[Data for this exercise]:
————

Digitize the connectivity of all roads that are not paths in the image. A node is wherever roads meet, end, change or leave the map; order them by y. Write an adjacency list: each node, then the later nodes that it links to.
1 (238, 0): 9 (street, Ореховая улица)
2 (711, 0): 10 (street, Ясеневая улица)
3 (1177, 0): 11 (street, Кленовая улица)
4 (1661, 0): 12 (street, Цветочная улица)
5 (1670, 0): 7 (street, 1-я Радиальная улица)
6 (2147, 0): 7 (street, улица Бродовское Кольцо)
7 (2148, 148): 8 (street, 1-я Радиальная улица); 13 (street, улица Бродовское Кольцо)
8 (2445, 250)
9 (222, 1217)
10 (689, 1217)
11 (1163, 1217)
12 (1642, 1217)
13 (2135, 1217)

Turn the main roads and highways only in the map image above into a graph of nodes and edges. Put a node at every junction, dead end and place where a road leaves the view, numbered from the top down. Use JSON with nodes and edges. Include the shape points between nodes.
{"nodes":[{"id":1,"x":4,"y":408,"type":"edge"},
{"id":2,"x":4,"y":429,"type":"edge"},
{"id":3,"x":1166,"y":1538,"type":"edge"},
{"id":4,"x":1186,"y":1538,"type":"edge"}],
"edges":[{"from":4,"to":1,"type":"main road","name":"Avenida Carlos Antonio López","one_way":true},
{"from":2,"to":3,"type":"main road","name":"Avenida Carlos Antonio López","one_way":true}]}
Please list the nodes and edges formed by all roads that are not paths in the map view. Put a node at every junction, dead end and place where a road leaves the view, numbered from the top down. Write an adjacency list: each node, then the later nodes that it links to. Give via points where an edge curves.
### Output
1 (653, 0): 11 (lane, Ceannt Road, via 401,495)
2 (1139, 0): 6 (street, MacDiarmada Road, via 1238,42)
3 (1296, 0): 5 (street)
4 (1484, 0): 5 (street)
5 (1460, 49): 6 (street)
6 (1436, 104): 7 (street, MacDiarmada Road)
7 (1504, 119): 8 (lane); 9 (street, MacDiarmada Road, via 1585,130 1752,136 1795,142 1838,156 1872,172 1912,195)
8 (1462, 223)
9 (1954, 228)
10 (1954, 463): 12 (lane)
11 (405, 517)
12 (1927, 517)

————

[Work to be completed]: In full and without error, retype the entries above.

[Exercise solution]:
Digitize the connectivity of all roads that are not paths in the image. A node is wherever roads meet, end, change or leave the map; order them by y. Write an adjacency list: each node, then the later nodes that it links to.
1 (238, 0): 9 (street, Ореховая улица)
2 (711, 0): 10 (street, Ясеневая улица)
3 (1177, 0): 11 (street, Кленовая улица)
4 (1661, 0): 12 (street, Цветочная улица)
5 (1670, 0): 7 (street, 1-я Радиальная улица)
6 (2147, 0): 7 (street, улица Бродовское Кольцо)
7 (2148, 148): 8 (street, 1-я Радиальная улица); 13 (street, улица Бродовское Кольцо)
8 (2445, 250)
9 (222, 1217)
10 (689, 1217)
11 (1163, 1217)
12 (1642, 1217)
13 (2135, 1217)

Turn the main roads and highways only in the map image above into a graph of nodes and edges. Put a node at every junction, dead end and place where a road leaves the view, numbered from the top down. Use JSON with nodes and edges. Include the shape points between nodes.
{"nodes":[{"id":1,"x":4,"y":408,"type":"edge"},
{"id":2,"x":4,"y":429,"type":"edge"},
{"id":3,"x":1166,"y":1538,"type":"edge"},
{"id":4,"x":1186,"y":1538,"type":"edge"}],
"edges":[{"from":4,"to":1,"type":"main road","name":"Avenida Carlos Antonio López","one_way":true},
{"from":2,"to":3,"type":"main road","name":"Avenida Carlos Antonio López","one_way":true}]}
Please list the nodes and edges formed by all roads that are not paths in the map view. Put a node at every junction, dead end and place where a road leaves the view, numbered from the top down. Write an adjacency list: each node, then the later nodes that it links to. Give via points where an edge curves.
### Output
1 (653, 0): 11 (lane, Ceannt Road, via 401,495)
2 (1139, 0): 6 (street, MacDiarmada Road, via 1238,42)
3 (1296, 0): 5 (street)
4 (1484, 0): 5 (street)
5 (1460, 49): 6 (street)
6 (1436, 104): 7 (street, MacDiarmada Road)
7 (1504, 119): 8 (lane); 9 (street, MacDiarmada Road, via 1585,130 1752,136 1795,142 1838,156 1872,172 1912,195)
8 (1462, 223)
9 (1954, 228)
10 (1954, 463): 12 (lane)
11 (405, 517)
12 (1927, 517)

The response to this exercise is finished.